Alex Rousskov [Fri, 10 Sep 2010 20:56:24 +0000 (14:56 -0600)]
Compliance: Forward 1xx control messages to clients that support them.
Forward 1xx control messages to all HTTP/1.1 clients and to HTTP/1.0
clients that sent an Expect: 100-continue header unless the 1xx message
fails the optional http_reply_access check described below.
RFC 2616 requires clients to accept 1xx control messages, even if they
did not send Expect headers. However, 1xx control messages prohibited by
http_reply_access are ignored and not forwarded. This can be used to
protect broken HTTP/1.1 clients or naive HTTP/1.0 clients that
unknowingly forward 100-continue headers, for example. Only fast checks
are supported at this time.
The patch removes ignore_expect_100 squid.conf option and the
corresponding code because
- the reasons to treat 100-continue specially have changed since we
can now forward 1xx responses;
- rejection of 100-continue request can still be done using a
combination of the existing http_access and deny_info options;
- hiding of 100-continue header from next hops can still be done using
an existing request_header_access option;
- 100 (Continue) responses can be hidden from clients using
http_reply_access check described above.
We still respond with 417 Expectation Failed to requests with
expectations other than 100-continue.
Implementation notes:
We forward control messages one-at-a-time and stop processing the server
response while the 1xx message is being written to client, to avoid
server-driven DoS attacks with large number of 1xx messages.
1xx forwarding is done via async calls from HttpStateData to
ConnStateData/ClientSocketContext. The latter then calls back to notify
HttpStateData that the message was written out to client. If any one of
the two async messages is not fired, HttpStateData will get stuck unless
it is destroyed due to an external event/error. The code assumes such
event/error will always happen because when
ConnStateData/ClientSocketContext is gone, HttpStateData job should be
terminated. This requires more testing/thought, but should still be
better than not forwarding 1xx messages at all.
Alex Rousskov [Fri, 10 Sep 2010 20:06:41 +0000 (14:06 -0600)]
Dechunk incoming requests as they come in and chunk outgoing requests.
The server side always chunks the request if and only if the original request
was chunked. No next hop version checks are performed.
* Client-side changes:
Removed clientIsRequestBodyValid() as unused. It was called with a
content-length>0 precondition that made the function always return true.
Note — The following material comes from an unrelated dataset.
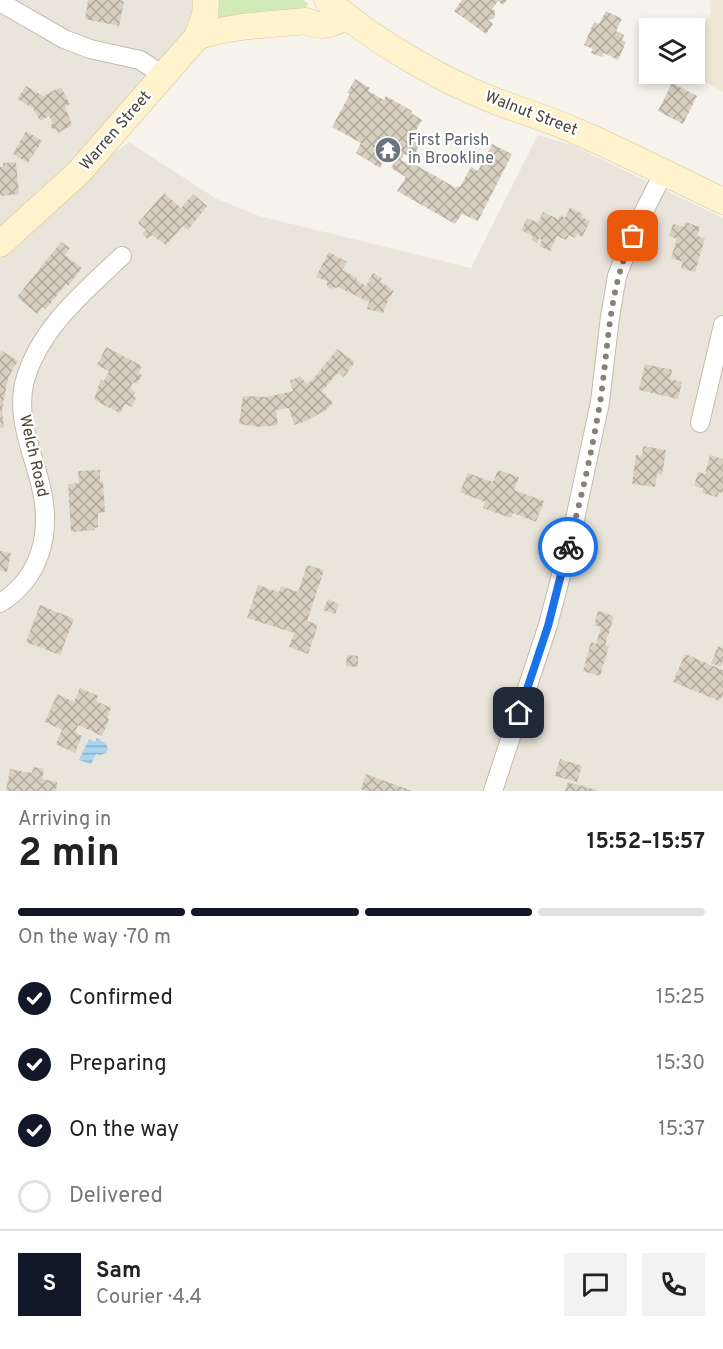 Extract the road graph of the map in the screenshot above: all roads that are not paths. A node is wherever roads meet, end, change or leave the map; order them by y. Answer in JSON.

Removed old dechunking hack that was trying to buffering the entire request
body, pretending that we are still reading the headers. Adjusted related
code. More work may be needed to identify client-side code that assumes
the request size is always known.
Removed ConnStateData::bodySizeLeft() because we do not always know how much
body is left to read -- chunked requests do not have known sizes until we read
the last-chunk. Moreover, it was possibly used wrong because sometimes we want
to know whether we want to comm_read more body bytes and sometimes we want to
know whether we want to "produce" more body bytes (i.e., copy already read
bytes into the BodyPipe buffer, which can get full).
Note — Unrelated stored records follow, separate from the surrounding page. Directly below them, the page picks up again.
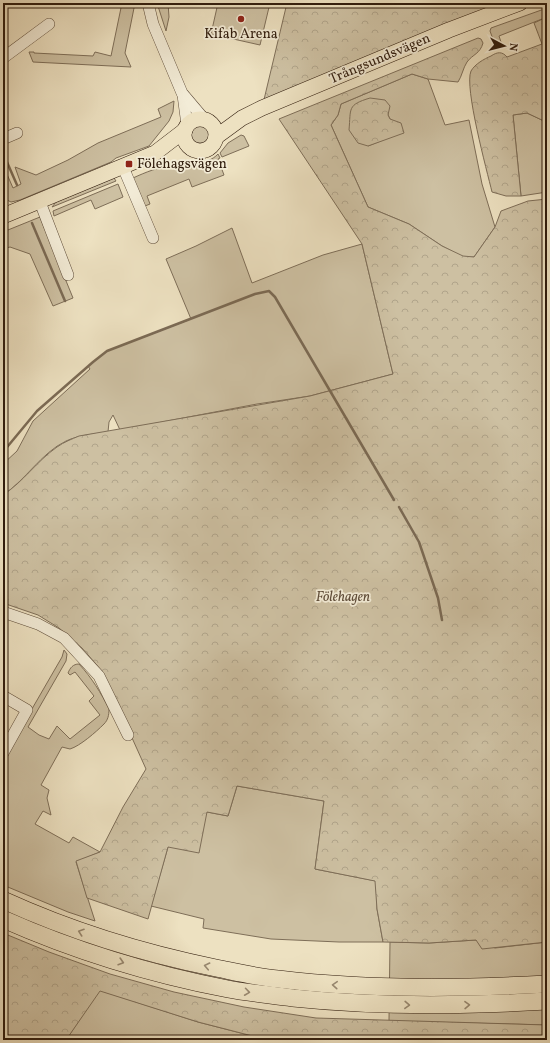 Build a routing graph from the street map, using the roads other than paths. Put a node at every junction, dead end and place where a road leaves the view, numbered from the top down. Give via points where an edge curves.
1 (148, 3) edge
2 (520, 3) edge
3 (49, 24) dead end
4 (3, 58) edge
5 (182, 93) junction
6 (242, 118) junction
7 (206, 120) junction
8 (186, 128) junction
9 (17, 133) dead end
10 (216, 137) junction
11 (3, 139) edge
12 (191, 148) junction
13 (156, 153) junction
14 (123, 167) junction
15 (40, 202) junction
16 (3, 216) edge
17 (153, 238) dead end
18 (68, 275) dead end
19 (3, 612) edge
20 (3, 696) edge
21 (128, 735) dead end
22 (3, 753) edge
23 (3, 900) edge
24 (3, 919) edge
25 (547, 974) edge
26 (547, 984) edge
27 (472, 988) junction
28 (547, 1001) edge
29 (493, 1004) junction
30 (547, 1011) edge

1 - 5 street via 153,24
2 - 6 main road, Trångsundsvägen via 449,30
3 - 4 street
5 - 7 street
5 - 8 street
6 - 7 main road, Trångsundsvägen
6 - 10 main road, Trångsundsvägen
7 - 8 main road via 195,120
7 - 10 main road via 214,128
8 - 12 main road via 185,140
8 - 13 main road
9 - 11 street
10 - 12 main road via 206,149
12 - 13 main road
13 - 14 main road
14 - 15 main road
14 - 17 street
15 - 16 main road
15 - 18 street
19 - 21 street via 38,624 64,638 99,676
20 - 22 street via 27,710
27 -> 23 highway via 340,985 242,973 173,959 104,940
24 -> 29 highway via 57,942 97,955 229,989 327,1001 441,1006
25 - 27 highway
26 - 27 highway
28 - 29 highway
29 - 30 highway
Added ConnStateData::mayNeedToReadMoreBody() to replace conn->bodySizeLeft()
with something more usable and precise.
XXX: If there is a chunks parsing error, the new code just resets the
connection. I tried to find a way to send an error page to the client, but
failed to do so. It is easy to do when the headers and the body prefix is
parsed, but if the error is send later, the server-side may start sending us
its response, and the two responses would clash, causing assertions. I do not
know how to fully avoid that. Perhaps we need to unregister from Store before
responding with an error? Search for WE_KNOW_HOW_TO_SEND_ERRORS.
Tried to break deep recursion/iteration around clientParseRequest. When
chunked parser fails during the message prefix parsing, the rest of the code
may decide that the connection is no longer used (and that there is no pending
transaction, even though the currentobject member is not NULL!) and start
parsing the second request. If that second parse fails (for example), there
will be two concurrent errors to be sent to the client and the client-side
code cannot handle that. However, due to the XXX above, we never send an error
when chunking parser fails, making most of the related code polishing useless,
at least for now.
Removed my wrong XXX related to closing after initiateClose.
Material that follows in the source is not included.